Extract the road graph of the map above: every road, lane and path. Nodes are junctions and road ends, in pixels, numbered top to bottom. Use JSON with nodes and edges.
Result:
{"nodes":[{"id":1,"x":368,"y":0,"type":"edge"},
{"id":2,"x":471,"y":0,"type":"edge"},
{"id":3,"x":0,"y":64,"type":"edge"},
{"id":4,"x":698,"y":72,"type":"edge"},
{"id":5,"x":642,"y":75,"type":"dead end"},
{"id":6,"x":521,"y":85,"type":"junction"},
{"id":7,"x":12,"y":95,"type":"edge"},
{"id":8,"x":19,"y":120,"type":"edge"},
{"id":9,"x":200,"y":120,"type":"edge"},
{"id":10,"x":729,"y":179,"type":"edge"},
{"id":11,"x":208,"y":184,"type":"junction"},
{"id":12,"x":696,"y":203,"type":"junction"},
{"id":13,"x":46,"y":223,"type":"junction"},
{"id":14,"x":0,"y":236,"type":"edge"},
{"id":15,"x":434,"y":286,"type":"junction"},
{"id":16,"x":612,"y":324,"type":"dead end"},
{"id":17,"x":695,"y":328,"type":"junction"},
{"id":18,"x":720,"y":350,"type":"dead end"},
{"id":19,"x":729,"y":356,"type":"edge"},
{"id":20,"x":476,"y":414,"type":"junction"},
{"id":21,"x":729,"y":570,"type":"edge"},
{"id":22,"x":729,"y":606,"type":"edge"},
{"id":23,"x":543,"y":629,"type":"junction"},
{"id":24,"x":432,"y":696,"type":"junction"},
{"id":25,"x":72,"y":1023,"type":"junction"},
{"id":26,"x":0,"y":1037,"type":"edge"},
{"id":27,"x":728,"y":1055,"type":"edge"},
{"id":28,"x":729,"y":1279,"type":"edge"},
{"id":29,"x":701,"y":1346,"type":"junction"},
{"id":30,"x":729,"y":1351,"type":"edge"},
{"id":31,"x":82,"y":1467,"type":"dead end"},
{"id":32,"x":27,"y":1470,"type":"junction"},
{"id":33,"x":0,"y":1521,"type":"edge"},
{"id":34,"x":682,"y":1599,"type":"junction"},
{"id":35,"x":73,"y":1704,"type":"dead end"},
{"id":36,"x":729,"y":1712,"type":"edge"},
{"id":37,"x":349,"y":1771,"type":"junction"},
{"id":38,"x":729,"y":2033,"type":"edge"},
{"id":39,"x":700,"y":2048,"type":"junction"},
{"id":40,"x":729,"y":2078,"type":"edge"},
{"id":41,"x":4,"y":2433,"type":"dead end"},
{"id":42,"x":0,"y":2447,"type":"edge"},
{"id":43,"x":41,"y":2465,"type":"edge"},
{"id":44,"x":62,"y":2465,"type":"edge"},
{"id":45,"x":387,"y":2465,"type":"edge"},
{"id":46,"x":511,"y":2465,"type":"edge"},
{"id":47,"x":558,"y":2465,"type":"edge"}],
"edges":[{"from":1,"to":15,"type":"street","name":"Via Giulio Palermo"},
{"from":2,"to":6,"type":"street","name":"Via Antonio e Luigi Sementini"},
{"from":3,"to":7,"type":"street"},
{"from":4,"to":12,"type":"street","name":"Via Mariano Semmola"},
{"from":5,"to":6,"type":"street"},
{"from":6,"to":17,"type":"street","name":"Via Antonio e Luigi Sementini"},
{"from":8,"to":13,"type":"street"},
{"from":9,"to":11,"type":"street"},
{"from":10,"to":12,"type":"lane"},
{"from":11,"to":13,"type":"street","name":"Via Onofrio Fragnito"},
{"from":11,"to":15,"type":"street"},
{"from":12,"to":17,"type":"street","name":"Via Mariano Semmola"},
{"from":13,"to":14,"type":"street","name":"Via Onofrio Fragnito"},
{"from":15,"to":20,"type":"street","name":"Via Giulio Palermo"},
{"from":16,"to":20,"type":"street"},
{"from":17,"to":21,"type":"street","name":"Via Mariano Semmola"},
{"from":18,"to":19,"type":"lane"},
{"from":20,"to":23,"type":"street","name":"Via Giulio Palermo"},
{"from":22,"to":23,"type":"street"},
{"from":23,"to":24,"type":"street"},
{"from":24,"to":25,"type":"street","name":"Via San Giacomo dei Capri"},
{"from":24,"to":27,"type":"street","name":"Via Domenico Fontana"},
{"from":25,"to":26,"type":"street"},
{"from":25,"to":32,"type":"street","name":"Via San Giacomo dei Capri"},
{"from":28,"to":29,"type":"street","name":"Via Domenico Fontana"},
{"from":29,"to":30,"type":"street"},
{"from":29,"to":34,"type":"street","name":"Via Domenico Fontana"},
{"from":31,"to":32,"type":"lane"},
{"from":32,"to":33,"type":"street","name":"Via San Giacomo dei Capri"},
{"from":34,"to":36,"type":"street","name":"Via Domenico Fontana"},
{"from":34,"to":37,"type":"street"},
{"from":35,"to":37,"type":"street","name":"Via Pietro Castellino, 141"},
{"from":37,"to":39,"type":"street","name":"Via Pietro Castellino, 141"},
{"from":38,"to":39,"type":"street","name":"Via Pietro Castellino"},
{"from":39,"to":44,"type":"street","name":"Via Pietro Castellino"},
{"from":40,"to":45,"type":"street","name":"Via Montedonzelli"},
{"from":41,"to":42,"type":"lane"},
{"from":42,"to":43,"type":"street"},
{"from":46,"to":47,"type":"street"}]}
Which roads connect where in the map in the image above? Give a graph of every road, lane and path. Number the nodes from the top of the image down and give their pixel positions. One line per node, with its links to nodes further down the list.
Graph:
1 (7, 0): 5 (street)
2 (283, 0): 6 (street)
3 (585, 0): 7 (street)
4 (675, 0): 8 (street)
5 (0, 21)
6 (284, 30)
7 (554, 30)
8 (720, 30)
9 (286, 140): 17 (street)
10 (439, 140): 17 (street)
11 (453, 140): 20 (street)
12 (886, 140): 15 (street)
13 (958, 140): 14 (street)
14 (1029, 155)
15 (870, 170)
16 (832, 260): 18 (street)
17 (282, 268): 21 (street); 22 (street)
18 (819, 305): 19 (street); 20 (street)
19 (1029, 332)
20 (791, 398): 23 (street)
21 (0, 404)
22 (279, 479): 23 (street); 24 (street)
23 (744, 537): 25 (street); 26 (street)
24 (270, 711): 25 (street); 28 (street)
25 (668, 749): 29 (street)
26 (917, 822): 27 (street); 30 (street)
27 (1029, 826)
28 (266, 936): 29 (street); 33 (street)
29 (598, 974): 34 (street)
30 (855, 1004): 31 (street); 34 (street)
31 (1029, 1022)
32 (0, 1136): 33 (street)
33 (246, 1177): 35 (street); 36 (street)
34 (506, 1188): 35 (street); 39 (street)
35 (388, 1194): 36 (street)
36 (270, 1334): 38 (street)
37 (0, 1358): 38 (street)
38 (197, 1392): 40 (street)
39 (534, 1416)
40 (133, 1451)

====

■ EXERCISE DETAILS
Repeat each of the entries exactly.

■ REPLY
Extract the road graph of the map above: every road, lane and path. Nodes are junctions and road ends, in pixels, numbered top to bottom. Use JSON with nodes and edges.
Result:
{"nodes":[{"id":1,"x":368,"y":0,"type":"edge"},
{"id":2,"x":471,"y":0,"type":"edge"},
{"id":3,"x":0,"y":64,"type":"edge"},
{"id":4,"x":698,"y":72,"type":"edge"},
{"id":5,"x":642,"y":75,"type":"dead end"},
{"id":6,"x":521,"y":85,"type":"junction"},
{"id":7,"x":12,"y":95,"type":"edge"},
{"id":8,"x":19,"y":120,"type":"edge"},
{"id":9,"x":200,"y":120,"type":"edge"},
{"id":10,"x":729,"y":179,"type":"edge"},
{"id":11,"x":208,"y":184,"type":"junction"},
{"id":12,"x":696,"y":203,"type":"junction"},
{"id":13,"x":46,"y":223,"type":"junction"},
{"id":14,"x":0,"y":236,"type":"edge"},
{"id":15,"x":434,"y":286,"type":"junction"},
{"id":16,"x":612,"y":324,"type":"dead end"},
{"id":17,"x":695,"y":328,"type":"junction"},
{"id":18,"x":720,"y":350,"type":"dead end"},
{"id":19,"x":729,"y":356,"type":"edge"},
{"id":20,"x":476,"y":414,"type":"junction"},
{"id":21,"x":729,"y":570,"type":"edge"},
{"id":22,"x":729,"y":606,"type":"edge"},
{"id":23,"x":543,"y":629,"type":"junction"},
{"id":24,"x":432,"y":696,"type":"junction"},
{"id":25,"x":72,"y":1023,"type":"junction"},
{"id":26,"x":0,"y":1037,"type":"edge"},
{"id":27,"x":728,"y":1055,"type":"edge"},
{"id":28,"x":729,"y":1279,"type":"edge"},
{"id":29,"x":701,"y":1346,"type":"junction"},
{"id":30,"x":729,"y":1351,"type":"edge"},
{"id":31,"x":82,"y":1467,"type":"dead end"},
{"id":32,"x":27,"y":1470,"type":"junction"},
{"id":33,"x":0,"y":1521,"type":"edge"},
{"id":34,"x":682,"y":1599,"type":"junction"},
{"id":35,"x":73,"y":1704,"type":"dead end"},
{"id":36,"x":729,"y":1712,"type":"edge"},
{"id":37,"x":349,"y":1771,"type":"junction"},
{"id":38,"x":729,"y":2033,"type":"edge"},
{"id":39,"x":700,"y":2048,"type":"junction"},
{"id":40,"x":729,"y":2078,"type":"edge"},
{"id":41,"x":4,"y":2433,"type":"dead end"},
{"id":42,"x":0,"y":2447,"type":"edge"},
{"id":43,"x":41,"y":2465,"type":"edge"},
{"id":44,"x":62,"y":2465,"type":"edge"},
{"id":45,"x":387,"y":2465,"type":"edge"},
{"id":46,"x":511,"y":2465,"type":"edge"},
{"id":47,"x":558,"y":2465,"type":"edge"}],
"edges":[{"from":1,"to":15,"type":"street","name":"Via Giulio Palermo"},
{"from":2,"to":6,"type":"street","name":"Via Antonio e Luigi Sementini"},
{"from":3,"to":7,"type":"street"},
{"from":4,"to":12,"type":"street","name":"Via Mariano Semmola"},
{"from":5,"to":6,"type":"street"},
{"from":6,"to":17,"type":"street","name":"Via Antonio e Luigi Sementini"},
{"from":8,"to":13,"type":"street"},
{"from":9,"to":11,"type":"street"},
{"from":10,"to":12,"type":"lane"},
{"from":11,"to":13,"type":"street","name":"Via Onofrio Fragnito"},
{"from":11,"to":15,"type":"street"},
{"from":12,"to":17,"type":"street","name":"Via Mariano Semmola"},
{"from":13,"to":14,"type":"street","name":"Via Onofrio Fragnito"},
{"from":15,"to":20,"type":"street","name":"Via Giulio Palermo"},
{"from":16,"to":20,"type":"street"},
{"from":17,"to":21,"type":"street","name":"Via Mariano Semmola"},
{"from":18,"to":19,"type":"lane"},
{"from":20,"to":23,"type":"street","name":"Via Giulio Palermo"},
{"from":22,"to":23,"type":"street"},
{"from":23,"to":24,"type":"street"},
{"from":24,"to":25,"type":"street","name":"Via San Giacomo dei Capri"},
{"from":24,"to":27,"type":"street","name":"Via Domenico Fontana"},
{"from":25,"to":26,"type":"street"},
{"from":25,"to":32,"type":"street","name":"Via San Giacomo dei Capri"},
{"from":28,"to":29,"type":"street","name":"Via Domenico Fontana"},
{"from":29,"to":30,"type":"street"},
{"from":29,"to":34,"type":"street","name":"Via Domenico Fontana"},
{"from":31,"to":32,"type":"lane"},
{"from":32,"to":33,"type":"street","name":"Via San Giacomo dei Capri"},
{"from":34,"to":36,"type":"street","name":"Via Domenico Fontana"},
{"from":34,"to":37,"type":"street"},
{"from":35,"to":37,"type":"street","name":"Via Pietro Castellino, 141"},
{"from":37,"to":39,"type":"street","name":"Via Pietro Castellino, 141"},
{"from":38,"to":39,"type":"street","name":"Via Pietro Castellino"},
{"from":39,"to":44,"type":"street","name":"Via Pietro Castellino"},
{"from":40,"to":45,"type":"street","name":"Via Montedonzelli"},
{"from":41,"to":42,"type":"lane"},
{"from":42,"to":43,"type":"street"},
{"from":46,"to":47,"type":"street"}]}
Which roads connect where in the map in the image above? Give a graph of every road, lane and path. Number the nodes from the top of the image down and give their pixel positions. One line per node, with its links to nodes further down the list.
Graph:
1 (7, 0): 5 (street)
2 (283, 0): 6 (street)
3 (585, 0): 7 (street)
4 (675, 0): 8 (street)
5 (0, 21)
6 (284, 30)
7 (554, 30)
8 (720, 30)
9 (286, 140): 17 (street)
10 (439, 140): 17 (street)
11 (453, 140): 20 (street)
12 (886, 140): 15 (street)
13 (958, 140): 14 (street)
14 (1029, 155)
15 (870, 170)
16 (832, 260): 18 (street)
17 (282, 268): 21 (street); 22 (street)
18 (819, 305): 19 (street); 20 (street)
19 (1029, 332)
20 (791, 398): 23 (street)
21 (0, 404)
22 (279, 479): 23 (street); 24 (street)
23 (744, 537): 25 (street); 26 (street)
24 (270, 711): 25 (street); 28 (street)
25 (668, 749): 29 (street)
26 (917, 822): 27 (street); 30 (street)
27 (1029, 826)
28 (266, 936): 29 (street); 33 (street)
29 (598, 974): 34 (street)
30 (855, 1004): 31 (street); 34 (street)
31 (1029, 1022)
32 (0, 1136): 33 (street)
33 (246, 1177): 35 (street); 36 (street)
34 (506, 1188): 35 (street); 39 (street)
35 (388, 1194): 36 (street)
36 (270, 1334): 38 (street)
37 (0, 1358): 38 (street)
38 (197, 1392): 40 (street)
39 (534, 1416)
40 (133, 1451)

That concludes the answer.